Contributions are welcome. This project accepts pull requests on GitHub.
This project adheres to a code of conduct. By participating in this project and its community, you are expected to uphold this code.
You can find help and discussion in the following places:
- GitHub Issues: https://github.com/mallardduck/php-whois-server-list/issues
Report bugs using the project's issue tracker.
When submitting a bug report, please include enough information to reproduce the bug. A good bug report includes the following sections:
-
Description
Provide a short and clear description of the bug.
-
Steps to reproduce
Provide steps to reproduce the behavior you are experiencing. Please try to keep this as short as possible. If able, create a reproducible script outside of any framework you are using. This will help us to quickly debug the issue.
-
Expected behavior
Provide a short and clear description of what you expect to happen.
-
Screenshots or output
If applicable, add screenshots or program output to help explain your problem.
-
Environment details
Provide details about the system where you're using this package, such as PHP version and operating system.
-
Additional context
Provide any additional context that may help us debug the problem.
This project welcomes pull requests to fix bugs!
If you see a bug report that you'd like to fix, please feel free to do so. Following the directions and guidelines described in the "Adding New Features" section below, you may create bugfix branches and send pull requests.

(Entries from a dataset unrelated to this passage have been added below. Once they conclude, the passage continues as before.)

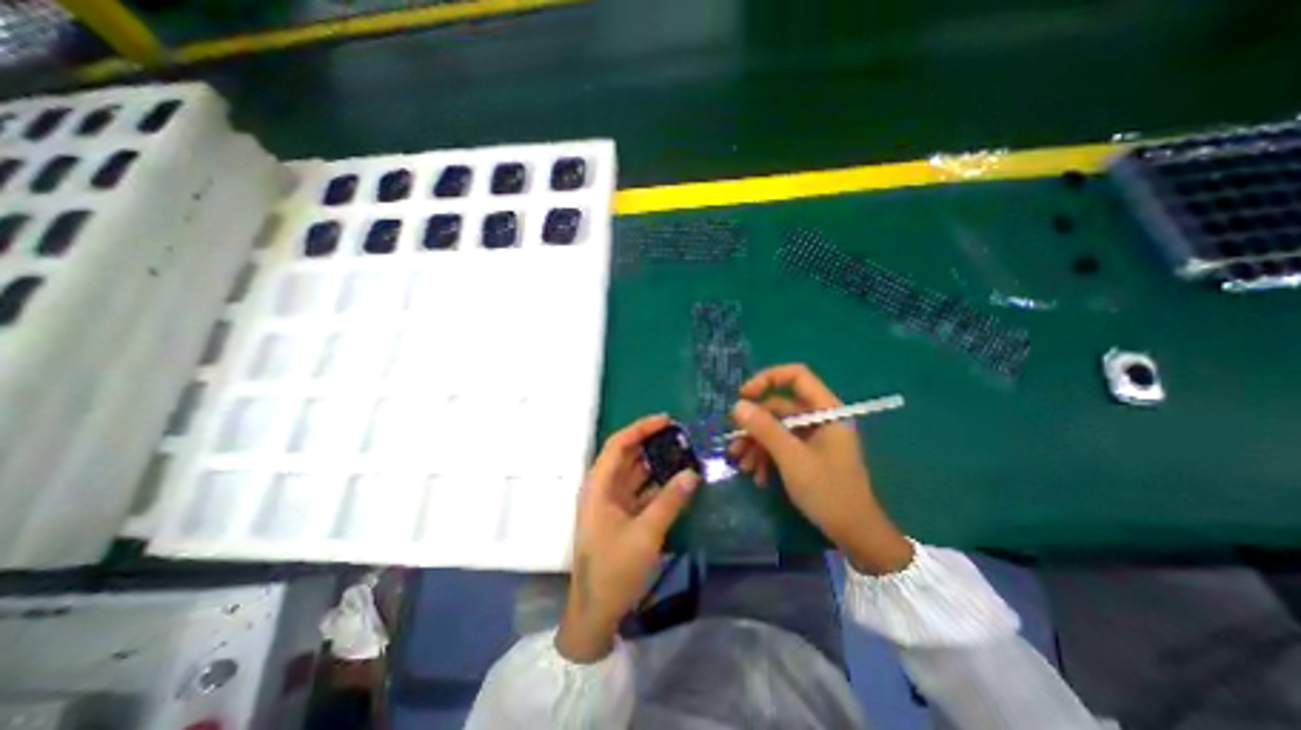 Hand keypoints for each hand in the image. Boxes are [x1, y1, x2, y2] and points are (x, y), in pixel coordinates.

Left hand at [560, 418, 702, 661]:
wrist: (595, 613)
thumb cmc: (614, 570)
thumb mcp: (645, 534)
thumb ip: (670, 501)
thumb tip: (693, 473)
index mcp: (598, 486)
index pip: (618, 444)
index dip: (641, 428)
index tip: (667, 420)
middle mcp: (602, 488)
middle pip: (627, 455)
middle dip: (651, 443)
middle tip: (680, 435)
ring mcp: (612, 503)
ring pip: (635, 473)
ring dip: (656, 463)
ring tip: (683, 452)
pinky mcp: (622, 516)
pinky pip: (641, 491)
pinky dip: (657, 484)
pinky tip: (677, 480)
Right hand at [731, 364, 912, 576]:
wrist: (855, 535)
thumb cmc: (828, 492)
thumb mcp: (791, 458)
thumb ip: (764, 429)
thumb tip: (737, 406)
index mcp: (826, 410)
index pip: (796, 376)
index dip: (767, 379)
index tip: (742, 395)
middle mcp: (820, 418)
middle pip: (780, 407)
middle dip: (754, 425)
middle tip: (734, 443)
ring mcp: (814, 437)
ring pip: (777, 428)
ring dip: (757, 445)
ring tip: (742, 466)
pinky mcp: (808, 453)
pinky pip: (782, 445)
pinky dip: (767, 457)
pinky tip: (757, 477) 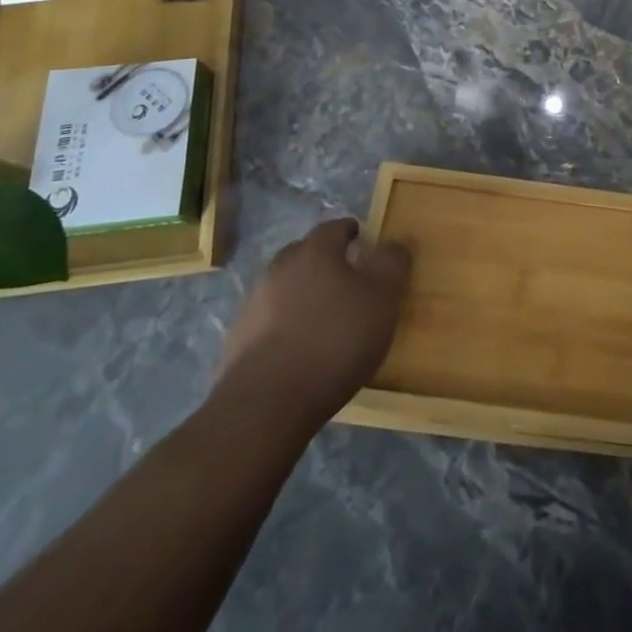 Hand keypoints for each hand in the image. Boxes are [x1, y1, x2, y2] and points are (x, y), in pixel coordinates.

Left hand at [214, 218, 410, 431]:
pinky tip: (300, 351)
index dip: (352, 232)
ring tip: (324, 320)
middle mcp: (279, 268)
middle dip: (325, 262)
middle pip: (305, 254)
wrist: (265, 404)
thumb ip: (392, 263)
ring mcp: (253, 304)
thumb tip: (393, 242)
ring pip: (285, 288)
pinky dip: (285, 327)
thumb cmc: (335, 340)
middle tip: (348, 281)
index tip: (365, 243)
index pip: (335, 228)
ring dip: (303, 296)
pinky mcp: (238, 341)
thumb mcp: (382, 298)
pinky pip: (269, 322)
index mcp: (315, 251)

If you have an idea for a new feature, it's a good idea to check out the issues or active pull requests first to see if anyone is already working on the feature. If not, feel free to submit an issue first, asking whether the feature is beneficial to the project. This will save you from doing a lot of development work only to have your feature rejected. We don't enjoy rejecting your hard work, but some features don't fit with the goals of the project.

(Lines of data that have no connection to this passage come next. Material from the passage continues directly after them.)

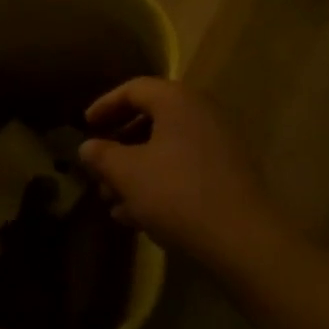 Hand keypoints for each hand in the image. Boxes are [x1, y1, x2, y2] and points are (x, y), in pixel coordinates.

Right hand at [79, 77, 285, 270]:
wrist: (243, 239)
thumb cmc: (177, 193)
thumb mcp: (128, 173)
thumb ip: (102, 155)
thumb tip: (87, 147)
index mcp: (177, 101)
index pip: (134, 89)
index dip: (105, 105)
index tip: (85, 127)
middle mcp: (201, 113)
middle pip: (151, 119)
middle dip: (119, 146)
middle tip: (99, 167)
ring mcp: (219, 144)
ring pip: (166, 148)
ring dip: (136, 170)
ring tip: (112, 200)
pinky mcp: (228, 175)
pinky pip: (184, 168)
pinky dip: (159, 183)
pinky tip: (138, 216) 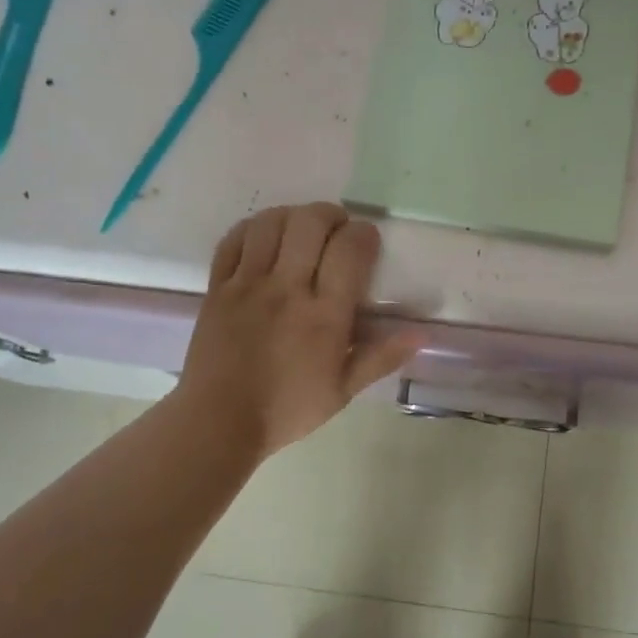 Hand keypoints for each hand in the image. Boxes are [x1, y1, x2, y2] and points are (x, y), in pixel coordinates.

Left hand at [176, 203, 418, 459]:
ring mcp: (247, 284)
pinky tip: (265, 237)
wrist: (219, 422)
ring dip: (293, 215)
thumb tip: (419, 334)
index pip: (349, 250)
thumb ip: (381, 358)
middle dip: (331, 215)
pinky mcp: (217, 287)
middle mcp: (286, 290)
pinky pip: (234, 240)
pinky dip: (253, 228)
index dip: (364, 234)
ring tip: (302, 229)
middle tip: (338, 228)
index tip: (367, 241)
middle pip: (310, 223)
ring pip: (271, 223)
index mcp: (324, 315)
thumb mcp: (343, 390)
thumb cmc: (287, 409) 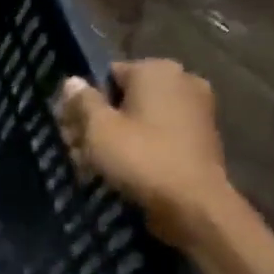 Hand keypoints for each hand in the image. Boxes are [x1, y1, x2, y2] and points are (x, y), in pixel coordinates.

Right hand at [53, 60, 234, 247]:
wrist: (193, 204)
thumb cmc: (141, 157)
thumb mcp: (98, 128)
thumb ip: (82, 101)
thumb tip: (73, 81)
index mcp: (157, 70)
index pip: (107, 74)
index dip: (85, 100)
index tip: (71, 126)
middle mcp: (182, 81)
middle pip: (126, 96)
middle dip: (101, 118)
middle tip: (77, 147)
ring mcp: (197, 109)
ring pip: (142, 116)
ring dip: (118, 134)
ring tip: (95, 163)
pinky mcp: (202, 137)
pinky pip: (160, 133)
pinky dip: (142, 145)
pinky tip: (123, 169)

When you do begin working on your feature, here are some guidelines to consider:
- Your pull request description should clearly detail the changes you have made. We will use this description to update the CHANGELOG. If there is no description, or it does not adequately describe your feature, we may ask you to update the description.

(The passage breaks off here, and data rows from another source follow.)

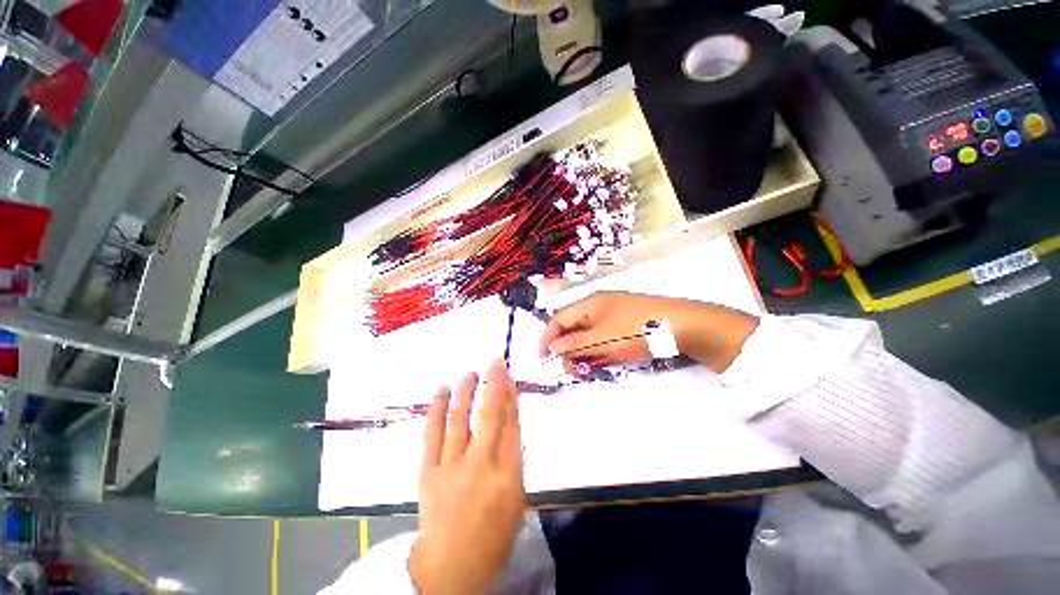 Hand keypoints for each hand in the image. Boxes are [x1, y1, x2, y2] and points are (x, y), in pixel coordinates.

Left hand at [410, 360, 525, 594]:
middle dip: (494, 384)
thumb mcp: (517, 499)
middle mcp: (481, 464)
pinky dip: (436, 409)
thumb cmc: (492, 536)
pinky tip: (442, 390)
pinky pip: (432, 433)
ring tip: (470, 373)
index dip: (511, 396)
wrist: (449, 566)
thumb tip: (510, 423)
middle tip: (495, 361)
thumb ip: (514, 459)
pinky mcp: (428, 470)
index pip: (511, 424)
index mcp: (507, 474)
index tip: (509, 376)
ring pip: (460, 418)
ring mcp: (451, 466)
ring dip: (466, 391)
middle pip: (490, 415)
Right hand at [538, 292, 758, 372]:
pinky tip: (606, 358)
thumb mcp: (602, 340)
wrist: (685, 325)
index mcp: (589, 304)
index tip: (543, 359)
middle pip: (573, 326)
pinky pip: (604, 334)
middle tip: (568, 368)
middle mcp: (599, 305)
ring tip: (587, 366)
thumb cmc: (638, 330)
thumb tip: (552, 347)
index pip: (559, 319)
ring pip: (589, 332)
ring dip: (583, 349)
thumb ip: (575, 344)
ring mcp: (614, 312)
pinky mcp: (627, 321)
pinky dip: (599, 347)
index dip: (547, 338)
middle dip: (566, 347) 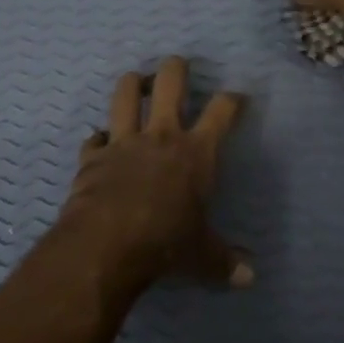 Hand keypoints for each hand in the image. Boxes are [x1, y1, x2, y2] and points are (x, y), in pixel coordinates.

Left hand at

- mallardduck/whois-server-list follows a superset of PSR-12 coding standard.
Please ensure your code does, too. Hint: run
composer dev:lint
to check. - Please write tests for any new features you add.
- Please ensure that tests pass before submitting your pull request.
mallardduck/whois-server-list automatically runs tests for pull requests. However,
running the tests locally will help save time. Hint: run
composer test
. - Use topic/feature branches. Please do not ask to pull from your main branch.
- For more information, see "Understanding the GitHub flow."
- Submit one feature per pull request. If you have multiple features you wish to submit, please break them into separate pull requests.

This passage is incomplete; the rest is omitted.